Per molto tempo, la Russia ha potuto contare su enormi entrate derivanti dall'esportazione di petrolio, gas e altre risorse, che le hanno garantito una sorta di “cuscinetto” economico, permettendogli al tempo stesso di compiere diverse mosse strategiche. In primo luogo, introiti così ingenti hanno garantito alla popolazione un tenore di vita superiore rispetto quello dei paesi vicini, in particolare le ex repubbliche dell'URSS, il che ha reso la Russia un partner commerciale allentante.

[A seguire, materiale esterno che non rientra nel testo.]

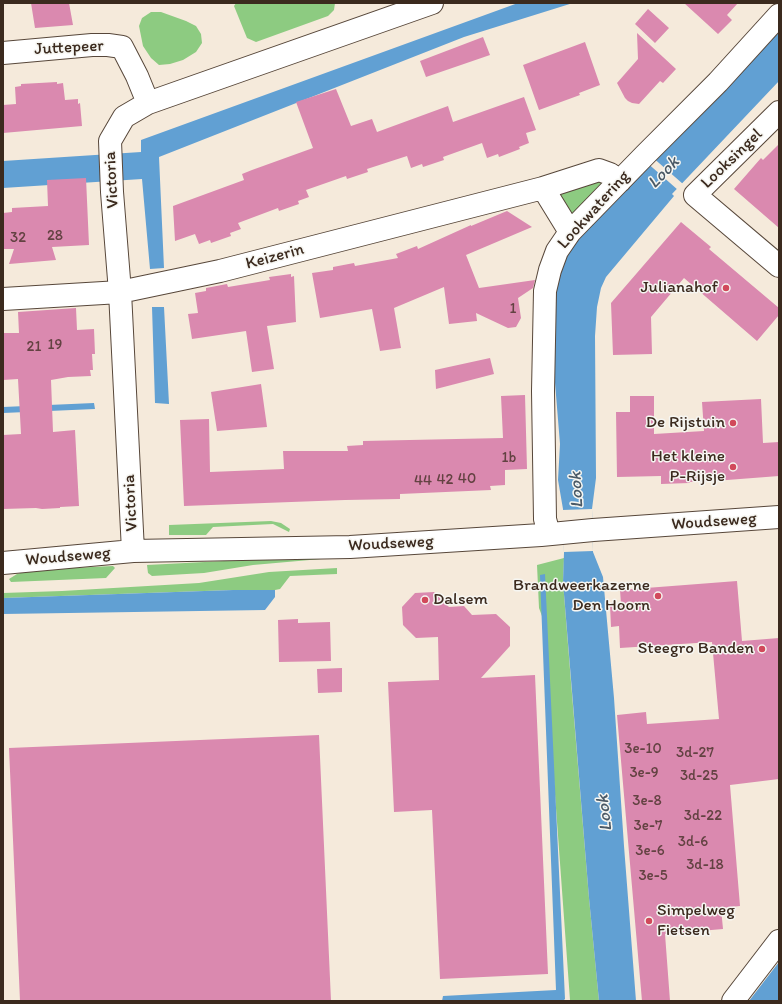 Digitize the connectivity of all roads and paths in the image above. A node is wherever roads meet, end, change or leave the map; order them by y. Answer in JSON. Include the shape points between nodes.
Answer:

In secondo luogo, Mosca ha goduto, in maniera sempre maggiore, della dipendenza degli stati esteri dalle sue risorse di energia, riuscendo anche in qualche caso a influenzare le istituzioni politiche di questi paesi. Un’influenza che non si è limitata solo ai paesi dell'ex URSS, ma anche all’Europa: condizione che avrebbe garantito stabilità politica in caso di guerra. La costruzione del gasdotto Nord Stream-2 ha accelerato questo obiettivo, anche se di fatto, nonostante la sua ultimazione, non ci sono state le condizioni per renderlo operativo.  In terzo luogo, gli enormi profitti derivanti dalla vendita di risorse, in un modello di capitalismo di stato, hanno consentito alla leadership russa di estendere la sua influenza anche nelle sfere politiche dei paesi confinanti: secondo varie stime, sono stati spesi almeno 10 miliardi di dollari all'anno per creare un'atmosfera di lealtà nei confronti della Russia attraverso il supporto a partiti politici, organizzazioni e fondi fedeli a Mosca. In quarto luogo, è stato creato un potente sistema di propaganda, a livello globale, e in  Russia, l'intera popolazione è stata privata del diritto effettivo di decidere a causa di un forte apparato punitivo nei confronti dell’opposizione.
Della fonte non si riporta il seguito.